Source data:
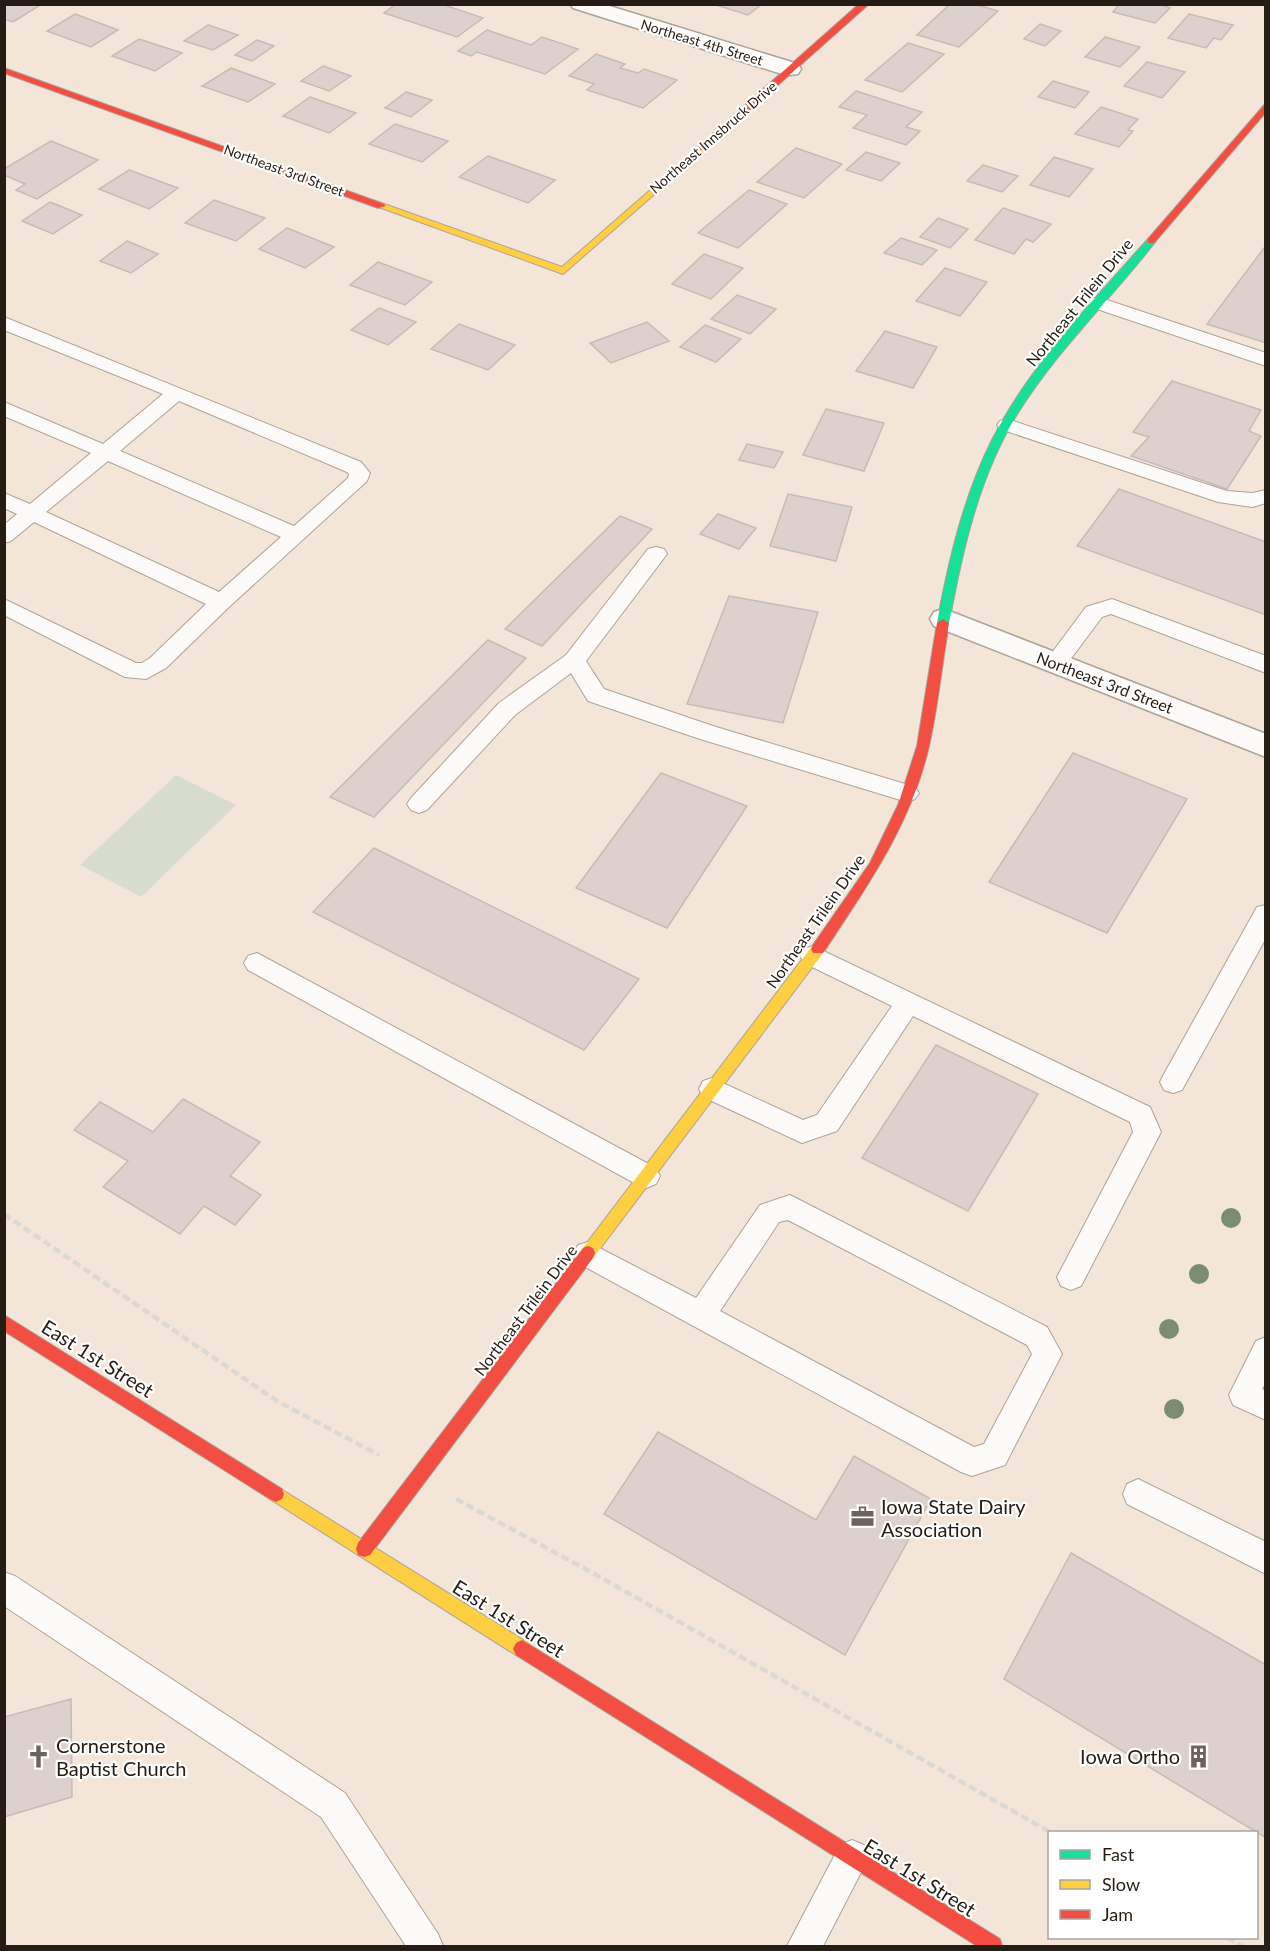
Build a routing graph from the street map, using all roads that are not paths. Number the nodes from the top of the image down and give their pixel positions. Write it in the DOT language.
graph roads {
  1 [pos="580,4"];
  2 [pos="865,4"];
  3 [pos="790,69"];
  4 [pos="4,70"];
  5 [pos="1263,113"];
  6 [pos="563,271"];
  7 [pos="1098,303"];
  8 [pos="4,323"];
  9 [pos="1266,360"];
  10 [pos="177,393"];
  11 [pos="4,408"];
  12 [pos="1007,425"];
  13 [pos="106,453"];
  14 [pos="1266,496"];
  15 [pos="4,500"];
  16 [pos="33,513"];
  17 [pos="296,535"];
  18 [pos="4,536"];
  19 [pos="656,554"];
  20 [pos="221,602"];
  21 [pos="4,606"];
  22 [pos="944,619"];
  23 [pos="574,660"];
  24 [pos="1056,663"];
  25 [pos="1266,665"];
  26 [pos="1266,746"];
  27 [pos="908,793"];
  28 [pos="419,804"];
  29 [pos="1266,914"];
  30 [pos="813,956"];
  31 [pos="257,963"];
  32 [pos="909,1002"];
  33 [pos="1173,1082"];
  34 [pos="712,1089"];
  35 [pos="646,1176"];
  36 [pos="588,1254"];
  37 [pos="1071,1277"];
  38 [pos="701,1315"];
  39 [pos="4,1322"];
  40 [pos="1266,1350"];
  41 [pos="1266,1406"];
  42 [pos="1138,1494"];
  43 [pos="364,1549"];
  44 [pos="1266,1559"];
  45 [pos="4,1587"];
  46 [pos="852,1857"];
  47 [pos="426,1947"];
  48 [pos="804,1947"];
  49 [pos="993,1947"];
  1 -- 3 [label="street, Northeast 4th Street"];
  2 -- 3 [label="street, Northeast Innsbruck Drive"];
  3 -- 6 [label="street, Northeast Innsbruck Drive"];
  4 -- 6 [label="street, Northeast 3rd Street"];
  5 -- 7 [label="street, Northeast Trilein Drive"];
  7 -- 9 [label="lane"];
  7 -- 12 [label="street, Northeast Trilein Drive"];
  8 -- 10 [label="lane"];
  10 -- 13 [label="lane"];
  10 -- 17 [label="lane"];
  11 -- 13 [label="lane"];
  12 -- 14 [label="lane"];
  12 -- 22 [label="street, Northeast Trilein Drive"];
  13 -- 16 [label="lane"];
  13 -- 17 [label="lane"];
  15 -- 16 [label="lane"];
  16 -- 18 [label="lane"];
  16 -- 20 [label="lane"];
  17 -- 20 [label="lane"];
  19 -- 23 [label="lane"];
  20 -- 21 [label="lane"];
  22 -- 24 [label="street, Northeast 3rd Street"];
  22 -- 27 [label="street, Northeast Trilein Drive"];
  23 -- 27 [label="lane"];
  23 -- 28 [label="lane"];
  24 -- 25 [label="lane"];
  24 -- 26 [label="street, Northeast 3rd Street"];
  27 -- 30 [label="street, Northeast Trilein Drive"];
  29 -- 33 [label="lane"];
  30 -- 32 [label="lane"];
  30 -- 34 [label="street, Northeast Trilein Drive"];
  31 -- 35 [label="lane"];
  32 -- 34 [label="lane"];
  32 -- 37 [label="lane"];
  34 -- 35 [label="street, Northeast Trilein Drive"];
  35 -- 36 [label="street, Northeast Trilein Drive"];
  36 -- 38 [label="lane"];
  36 -- 43 [label="street, Northeast Trilein Drive"];
  38 -- 38 [label="lane"];
  39 -- 43 [label="street, East 1st Street"];
  40 -- 41 [label="lane"];
  42 -- 44 [label="lane"];
  43 -- 46 [label="street, East 1st Street"];
  45 -- 47 [label="lane"];
  46 -- 48 [label="lane"];
  46 -- 49 [label="street, East 1st Street"];
}
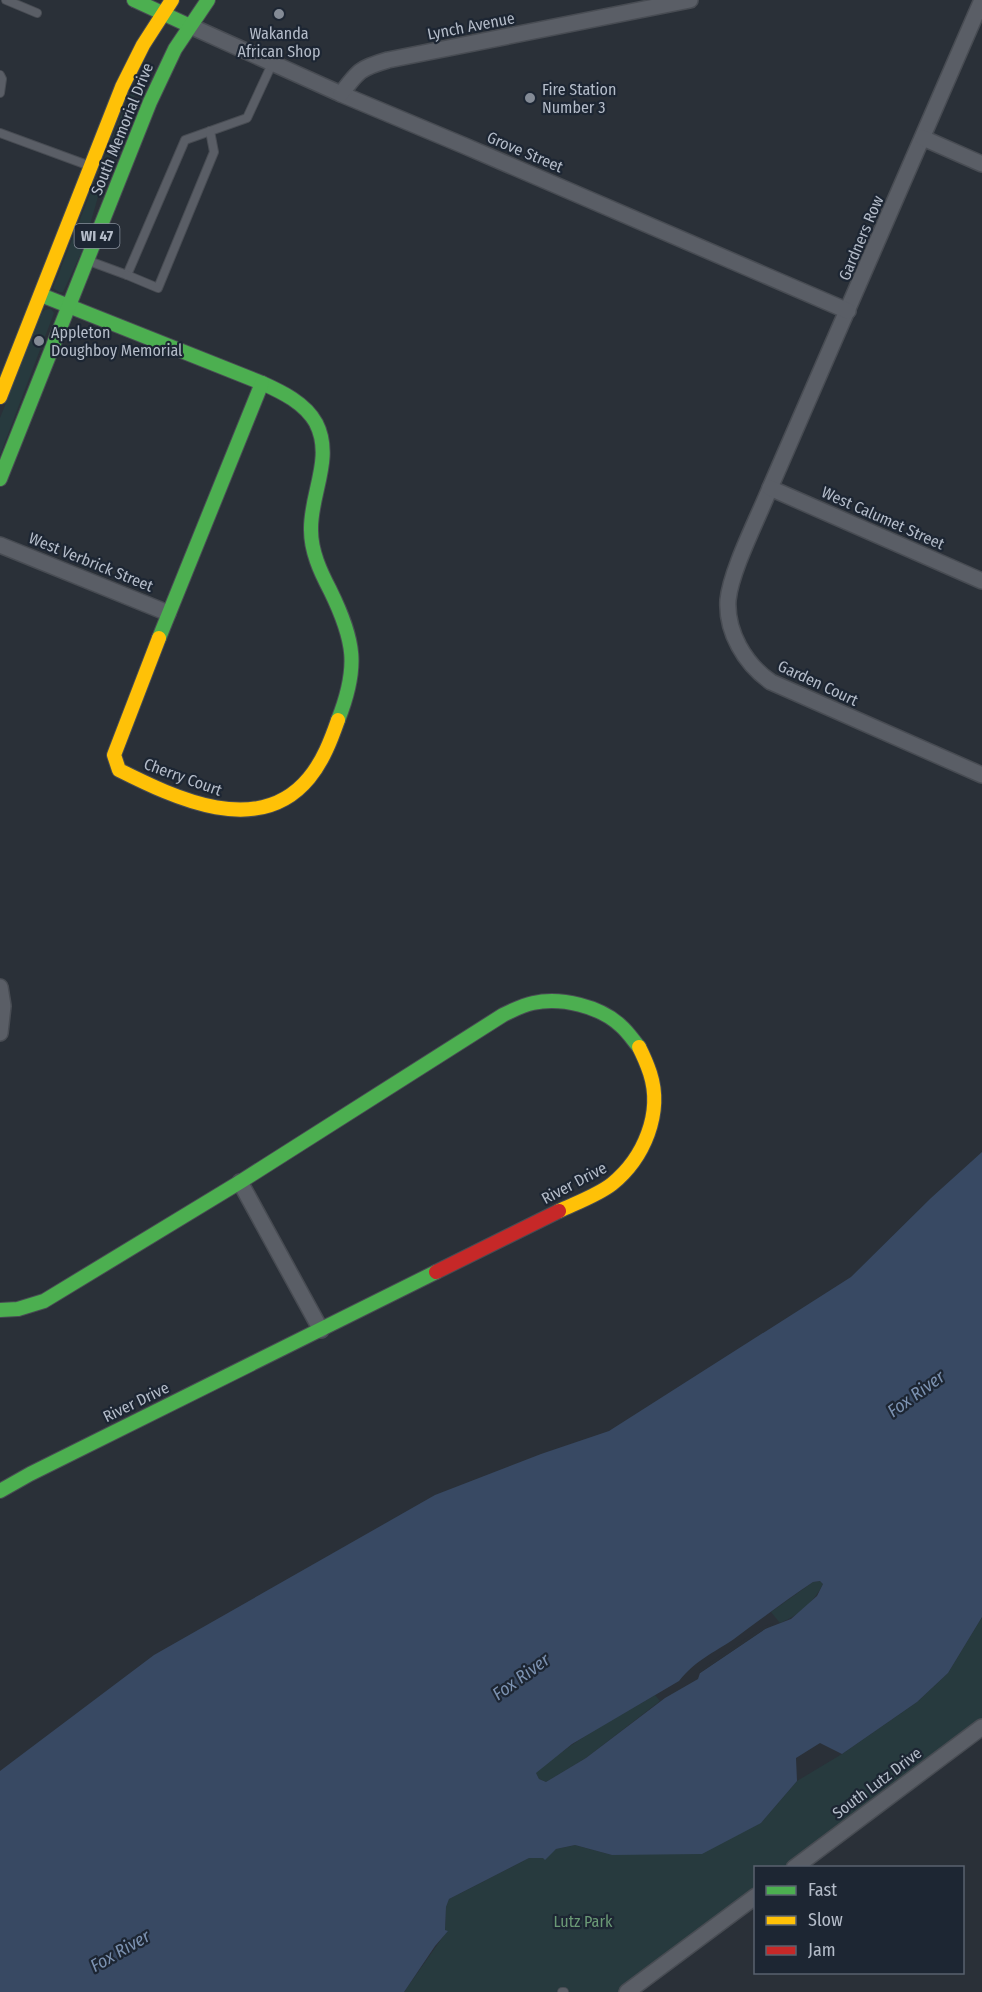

Description of the task:
Write out each line above with the word "Innsbruck".

Final answer:
  2 -- 3 [label="street, Northeast Innsbruck Drive"];
  3 -- 6 [label="street, Northeast Innsbruck Drive"];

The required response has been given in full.